### Activity
All entries should be copied exactly; the pictures stay out.

### Dataset extract
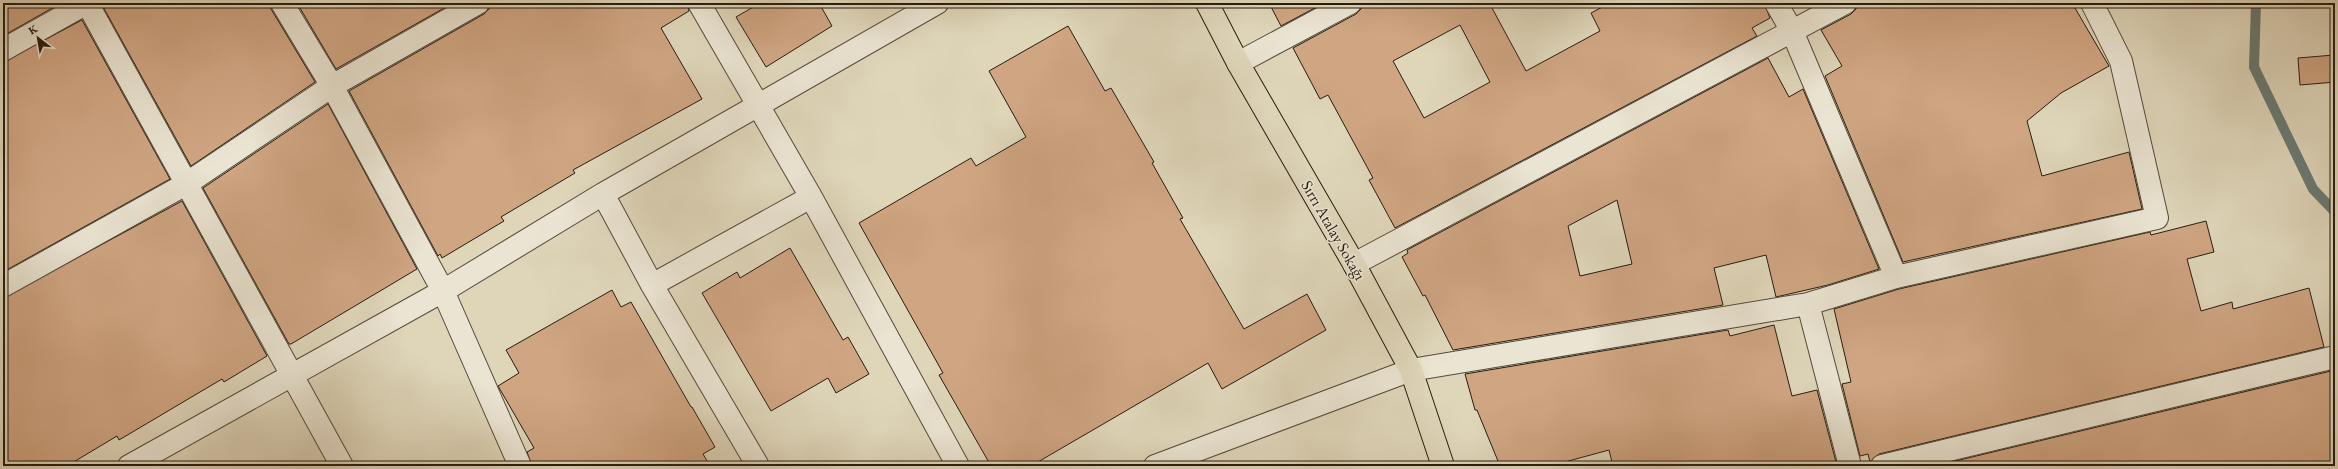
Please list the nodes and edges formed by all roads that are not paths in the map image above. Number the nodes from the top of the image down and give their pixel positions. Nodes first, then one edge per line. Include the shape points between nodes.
1 (282, 3) edge
2 (478, 3) edge
3 (699, 3) edge
4 (937, 3) edge
5 (1207, 3) edge
6 (1350, 3) edge
7 (1776, 3) edge
8 (1845, 3) edge
9 (2092, 3) edge
10 (1792, 31) junction
11 (3, 50) edge
12 (1238, 63) junction
13 (332, 86) junction
14 (758, 107) junction
15 (186, 184) junction
16 (603, 194) junction
17 (810, 197) junction
18 (1354, 264) junction
19 (1896, 277) junction
20 (652, 285) junction
21 (3, 286) edge
22 (442, 291) junction
23 (1808, 304) junction
24 (2335, 357) edge
25 (1411, 370) junction
26 (291, 374) junction
27 (129, 466) edge
28 (342, 466) edge
29 (520, 466) edge
30 (758, 466) edge
31 (958, 466) edge
32 (1155, 466) edge
33 (1443, 466) edge
34 (1850, 466) edge
35 (1882, 466) edge

1 - 13 street
2 - 13 street
3 - 14 street
4 - 14 street
5 - 12 main road, Sırrı Atalay Sokağı
6 - 12 street
7 - 10 street
8 - 10 street
9 - 19 street via 2121,61 2157,218
10 - 18 street
10 - 19 street
11 - 15 street via 87,3
12 - 18 main road, Sırrı Atalay Sokağı
13 - 15 street
13 - 22 street
14 - 16 street
14 - 17 street
15 - 21 street
15 - 26 street
16 - 20 street
16 - 22 street
17 - 20 street
17 - 31 street
18 - 25 main road, Sırrı Atalay Sokağı
19 - 23 street
20 - 30 street
22 - 26 street
22 - 29 street
23 - 25 street
23 - 34 street
24 - 35 street
25 - 32 street
25 - 33 main road, Sırrı Atalay Sokağı
26 - 27 street
26 - 28 street

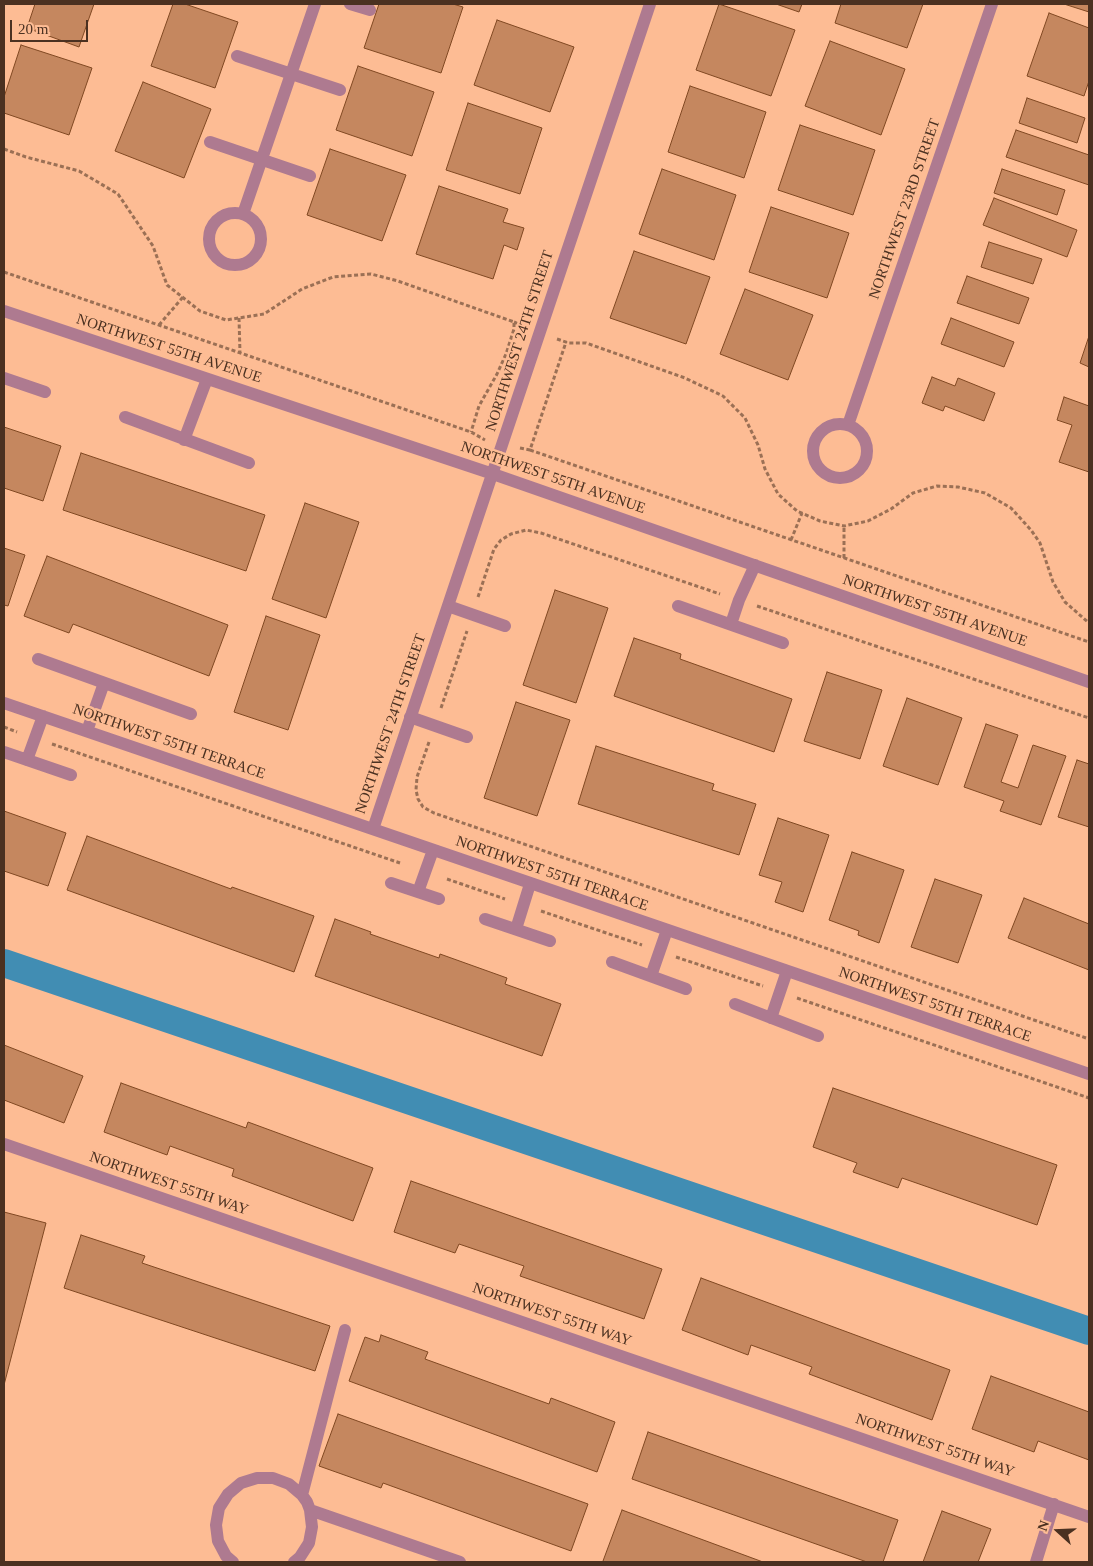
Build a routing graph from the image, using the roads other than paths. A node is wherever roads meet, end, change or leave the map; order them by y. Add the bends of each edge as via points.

### Task result
Please list the nodes and edges formed by all roads that are not paths in the map image above. Number the nodes from the top of the image down and give their pixel positions. Nodes first, then one edge per line. Include the shape points between nodes.
1 (282, 3) edge
2 (478, 3) edge
3 (699, 3) edge
4 (937, 3) edge
5 (1207, 3) edge
6 (1350, 3) edge
7 (1776, 3) edge
8 (1845, 3) edge
9 (2092, 3) edge
10 (1792, 31) junction
11 (3, 50) edge
12 (1238, 63) junction
13 (332, 86) junction
14 (758, 107) junction
15 (186, 184) junction
16 (603, 194) junction
17 (810, 197) junction
18 (1354, 264) junction
19 (1896, 277) junction
20 (652, 285) junction
21 (3, 286) edge
22 (442, 291) junction
23 (1808, 304) junction
24 (2335, 357) edge
25 (1411, 370) junction
26 (291, 374) junction
27 (129, 466) edge
28 (342, 466) edge
29 (520, 466) edge
30 (758, 466) edge
31 (958, 466) edge
32 (1155, 466) edge
33 (1443, 466) edge
34 (1850, 466) edge
35 (1882, 466) edge

1 - 13 street
2 - 13 street
3 - 14 street
4 - 14 street
5 - 12 main road, Sırrı Atalay Sokağı
6 - 12 street
7 - 10 street
8 - 10 street
9 - 19 street via 2121,61 2157,218
10 - 18 street
10 - 19 street
11 - 15 street via 87,3
12 - 18 main road, Sırrı Atalay Sokağı
13 - 15 street
13 - 22 street
14 - 16 street
14 - 17 street
15 - 21 street
15 - 26 street
16 - 20 street
16 - 22 street
17 - 20 street
17 - 31 street
18 - 25 main road, Sırrı Atalay Sokağı
19 - 23 street
20 - 30 street
22 - 26 street
22 - 29 street
23 - 25 street
23 - 34 street
24 - 35 street
25 - 32 street
25 - 33 main road, Sırrı Atalay Sokağı
26 - 27 street
26 - 28 street

Build a routing graph from the image, using the roads other than paths. A node is wherever roads meet, end, change or leave the map; order them by y. Add the bends of each edge as via points.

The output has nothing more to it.